Sophomore Year: I'll be honest; when I entered highschool, everything sort of went to hell for me. My second year of highschool ((I'm a senior now)) was an absolute nightmare. I started cutting myself freshman year, quitting for four months over the summer. When sophomore year started, I picked it up again, only this time it was much worse. I still have really ugly scars all over my thighs from this. Now, I know that self-harm has become some sort of horrible fad lately, but it was never like that for me. I never did it for attention or anything... in fact, I went to great lengths to hide what I was doing. In January of 2012 I tried to kill myself. When that didn't work, I'm sure you can imagine how hopeless I felt; I couldn't even kill myself right. I was in a bad place. About a month later-- on Valentine's Day, no less --my parents found out that I was cutting. My dad found my blades, which I had hidden in an empty soap box in the cabinet over my sink. There was a lot of crying and heart-to-heart stuff that night, and my parents and I decided to take a shot at therapy. I was diagnosed with Chronic Depression, General Anxiety, Social Anxiety, and Panic Disorder. My psychiatrist put me on two different medications for the depression and anxiety, and some stuff to help me sleep at night, as I was going up to two days without any sleep at all, and getting at most 4 hours of sleep on the nights when I did sleep. However, by this point I had started taking other drugs-- my friends would give me Xanax and Oxycontin, and I had smoked weed a couple of times. Basically I was self-medicating.
Junior Year: Over the summer between sophomore and junior year, I started going to parties and using drugs more regularly. I was mixing pills and alcohol, getting wasted and trashed off my ass, and several times I did stuff with guys I'd never met before, in spite of my dislike for tacky girls. I became something that I had always looked down on, and I was getting in more and more trouble; one night, I overdosed on Oxycontin. The scariest thing I've ever experienced is feeling my body shut down like that. I was certain that I was going to die; however, I was somehow able to pick myself up and get to the bathroom, where I spent god-knows-how-long puking up all the crap that I had taken and drunk. There was another night when I almost got myself raped. I don't really like talking about it, as I'm sure you can understand. I'll spare you the details.
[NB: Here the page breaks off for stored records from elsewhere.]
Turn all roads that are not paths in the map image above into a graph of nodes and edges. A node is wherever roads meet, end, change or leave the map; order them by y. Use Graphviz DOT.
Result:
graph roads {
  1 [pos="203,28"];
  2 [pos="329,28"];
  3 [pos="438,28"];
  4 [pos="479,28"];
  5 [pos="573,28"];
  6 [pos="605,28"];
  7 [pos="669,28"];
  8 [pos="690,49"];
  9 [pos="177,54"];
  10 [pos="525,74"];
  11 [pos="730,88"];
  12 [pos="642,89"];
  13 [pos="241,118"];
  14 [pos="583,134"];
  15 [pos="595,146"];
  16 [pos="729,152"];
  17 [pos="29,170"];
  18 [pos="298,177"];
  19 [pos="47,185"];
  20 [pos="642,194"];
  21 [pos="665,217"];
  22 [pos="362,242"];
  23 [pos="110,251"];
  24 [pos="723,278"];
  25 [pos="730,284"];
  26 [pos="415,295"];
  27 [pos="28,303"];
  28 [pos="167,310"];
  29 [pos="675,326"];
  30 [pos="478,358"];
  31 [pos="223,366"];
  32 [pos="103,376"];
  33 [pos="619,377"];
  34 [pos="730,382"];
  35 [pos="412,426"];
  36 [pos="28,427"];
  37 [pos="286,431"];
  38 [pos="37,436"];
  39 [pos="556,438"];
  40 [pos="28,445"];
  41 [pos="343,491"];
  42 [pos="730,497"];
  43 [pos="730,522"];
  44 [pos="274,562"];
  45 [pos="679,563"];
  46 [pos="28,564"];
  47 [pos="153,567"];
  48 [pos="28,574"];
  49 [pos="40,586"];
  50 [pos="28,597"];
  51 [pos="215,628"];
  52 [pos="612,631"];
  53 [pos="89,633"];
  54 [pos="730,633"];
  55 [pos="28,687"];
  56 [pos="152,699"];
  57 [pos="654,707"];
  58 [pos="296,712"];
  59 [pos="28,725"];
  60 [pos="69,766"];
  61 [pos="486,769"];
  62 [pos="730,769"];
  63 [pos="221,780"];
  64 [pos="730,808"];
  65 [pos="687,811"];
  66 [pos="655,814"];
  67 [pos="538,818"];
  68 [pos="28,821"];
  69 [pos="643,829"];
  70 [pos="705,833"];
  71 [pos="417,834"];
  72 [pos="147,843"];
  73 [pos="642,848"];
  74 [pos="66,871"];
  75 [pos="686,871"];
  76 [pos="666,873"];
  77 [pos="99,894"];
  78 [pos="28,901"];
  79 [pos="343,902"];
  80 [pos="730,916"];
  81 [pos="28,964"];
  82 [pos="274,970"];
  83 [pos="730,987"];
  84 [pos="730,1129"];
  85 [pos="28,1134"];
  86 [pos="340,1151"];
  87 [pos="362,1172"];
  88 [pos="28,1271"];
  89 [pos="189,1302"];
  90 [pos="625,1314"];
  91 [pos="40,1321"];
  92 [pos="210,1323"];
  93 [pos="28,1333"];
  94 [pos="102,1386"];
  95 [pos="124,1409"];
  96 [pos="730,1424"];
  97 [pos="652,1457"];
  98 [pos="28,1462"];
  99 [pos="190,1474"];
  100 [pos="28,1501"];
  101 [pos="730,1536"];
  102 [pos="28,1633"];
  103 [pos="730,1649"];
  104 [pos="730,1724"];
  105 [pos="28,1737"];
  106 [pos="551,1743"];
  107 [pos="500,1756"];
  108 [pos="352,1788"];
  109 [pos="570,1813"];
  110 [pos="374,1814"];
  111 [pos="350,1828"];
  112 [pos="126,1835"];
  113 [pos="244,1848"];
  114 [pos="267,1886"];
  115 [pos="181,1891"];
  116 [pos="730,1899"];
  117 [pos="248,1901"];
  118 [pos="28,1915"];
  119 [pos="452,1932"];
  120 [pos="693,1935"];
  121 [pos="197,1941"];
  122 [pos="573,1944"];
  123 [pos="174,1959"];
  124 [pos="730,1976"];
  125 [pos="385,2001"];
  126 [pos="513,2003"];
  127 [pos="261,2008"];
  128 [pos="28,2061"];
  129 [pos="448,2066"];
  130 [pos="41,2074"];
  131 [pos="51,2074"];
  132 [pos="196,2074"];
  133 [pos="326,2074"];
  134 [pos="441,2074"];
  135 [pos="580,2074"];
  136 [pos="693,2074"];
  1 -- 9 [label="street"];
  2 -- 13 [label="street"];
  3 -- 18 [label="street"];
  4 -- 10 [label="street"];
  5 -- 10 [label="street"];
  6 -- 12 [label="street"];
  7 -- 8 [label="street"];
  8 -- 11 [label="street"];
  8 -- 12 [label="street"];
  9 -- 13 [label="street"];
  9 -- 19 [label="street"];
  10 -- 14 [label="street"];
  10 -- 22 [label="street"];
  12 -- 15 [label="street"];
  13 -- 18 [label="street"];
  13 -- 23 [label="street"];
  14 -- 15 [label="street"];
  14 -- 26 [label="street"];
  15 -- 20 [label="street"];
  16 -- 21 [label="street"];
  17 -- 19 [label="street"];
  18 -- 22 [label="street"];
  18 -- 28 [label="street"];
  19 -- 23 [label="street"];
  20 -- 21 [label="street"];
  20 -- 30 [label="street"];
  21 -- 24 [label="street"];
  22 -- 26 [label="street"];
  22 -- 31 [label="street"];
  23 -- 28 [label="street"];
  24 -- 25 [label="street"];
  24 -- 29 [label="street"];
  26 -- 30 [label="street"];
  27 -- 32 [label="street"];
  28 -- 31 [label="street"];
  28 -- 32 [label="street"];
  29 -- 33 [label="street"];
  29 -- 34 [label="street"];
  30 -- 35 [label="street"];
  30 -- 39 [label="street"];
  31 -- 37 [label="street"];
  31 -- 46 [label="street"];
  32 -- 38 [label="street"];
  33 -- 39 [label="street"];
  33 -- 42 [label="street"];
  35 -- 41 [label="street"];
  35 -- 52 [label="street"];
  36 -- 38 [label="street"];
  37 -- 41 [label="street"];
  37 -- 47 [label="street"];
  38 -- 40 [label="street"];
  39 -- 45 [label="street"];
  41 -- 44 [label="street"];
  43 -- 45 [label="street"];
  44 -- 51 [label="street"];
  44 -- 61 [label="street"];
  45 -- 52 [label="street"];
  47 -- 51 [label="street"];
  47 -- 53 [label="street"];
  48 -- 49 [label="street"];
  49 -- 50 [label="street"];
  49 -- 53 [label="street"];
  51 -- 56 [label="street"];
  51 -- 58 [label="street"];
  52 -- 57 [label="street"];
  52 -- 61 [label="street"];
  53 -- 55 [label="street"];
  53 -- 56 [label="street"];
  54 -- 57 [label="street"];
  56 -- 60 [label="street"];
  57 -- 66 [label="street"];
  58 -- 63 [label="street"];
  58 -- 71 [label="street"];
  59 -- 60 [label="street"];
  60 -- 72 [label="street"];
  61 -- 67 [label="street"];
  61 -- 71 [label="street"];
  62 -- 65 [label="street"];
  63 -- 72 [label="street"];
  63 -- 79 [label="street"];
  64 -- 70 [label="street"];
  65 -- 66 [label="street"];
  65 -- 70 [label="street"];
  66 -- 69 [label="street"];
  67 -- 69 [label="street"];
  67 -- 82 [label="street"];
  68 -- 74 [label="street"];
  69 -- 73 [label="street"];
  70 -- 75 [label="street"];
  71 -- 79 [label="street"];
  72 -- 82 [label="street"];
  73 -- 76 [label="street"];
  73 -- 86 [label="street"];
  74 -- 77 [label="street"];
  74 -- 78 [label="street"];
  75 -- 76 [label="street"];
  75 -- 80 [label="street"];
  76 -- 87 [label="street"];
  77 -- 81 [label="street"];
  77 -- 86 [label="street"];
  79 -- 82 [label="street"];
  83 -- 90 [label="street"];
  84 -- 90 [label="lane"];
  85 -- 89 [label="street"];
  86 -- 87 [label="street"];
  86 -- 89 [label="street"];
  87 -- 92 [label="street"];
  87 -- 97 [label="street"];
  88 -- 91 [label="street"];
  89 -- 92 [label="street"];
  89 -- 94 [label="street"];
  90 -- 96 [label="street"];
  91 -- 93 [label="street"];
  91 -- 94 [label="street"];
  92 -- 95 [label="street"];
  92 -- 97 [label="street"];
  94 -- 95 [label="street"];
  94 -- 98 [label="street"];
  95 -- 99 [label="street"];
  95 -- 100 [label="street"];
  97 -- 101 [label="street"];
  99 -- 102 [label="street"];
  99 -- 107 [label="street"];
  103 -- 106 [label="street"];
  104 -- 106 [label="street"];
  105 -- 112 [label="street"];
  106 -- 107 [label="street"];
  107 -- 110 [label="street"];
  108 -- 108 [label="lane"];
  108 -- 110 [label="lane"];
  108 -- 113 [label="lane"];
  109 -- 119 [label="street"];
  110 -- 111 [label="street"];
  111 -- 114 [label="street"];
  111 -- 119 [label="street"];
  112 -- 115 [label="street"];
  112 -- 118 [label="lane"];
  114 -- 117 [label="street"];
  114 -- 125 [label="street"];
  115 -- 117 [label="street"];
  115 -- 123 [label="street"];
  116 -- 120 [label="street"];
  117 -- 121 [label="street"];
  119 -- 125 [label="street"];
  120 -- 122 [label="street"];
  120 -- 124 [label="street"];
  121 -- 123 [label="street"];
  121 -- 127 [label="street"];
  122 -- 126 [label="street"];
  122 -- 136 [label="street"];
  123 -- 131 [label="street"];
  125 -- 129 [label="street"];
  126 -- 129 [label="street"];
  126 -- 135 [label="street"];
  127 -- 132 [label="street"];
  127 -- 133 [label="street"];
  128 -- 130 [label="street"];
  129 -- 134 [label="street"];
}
Once my junior year actually began, I started smoking on a regular basis with a girl that I had recently become friends with. Over the course of the school year, she became my best friend and my drug buddy. We did everything together; going to parties, getting wasted, popping pills. It was not a healthy friendship. A couple of months ago, my dad tore my room apart looking for drugs and, sure enough, he found my pipes and my weed. Over the past several weeks, my parents have been working to help me get through this-- I was actually addicted to Oxy and Hydrocodone. I had started cutting again, much to their dismay, but I'm trying to put all of that behind me now. I lost myself inside of a stranger that I turned into. Everything that once mattered to me-- like FoF --became irrelevant. I'm trying to get back to my roots now; to rediscover who I was and help myself stay clean. I don't hang out with any of my old friends anymore, and in a couple of weeks we're going to be moving away from here altogether. New city, new school, and a chance for me to start fresh, you know? I want to keep in touch with all of you guys here at FoF, though. This little community is part of who I am.
I tried to keep this short and sweet. If you have any comments or questions or anything, please don't hesitate. I've really missed you guys, and I'm glad to be back.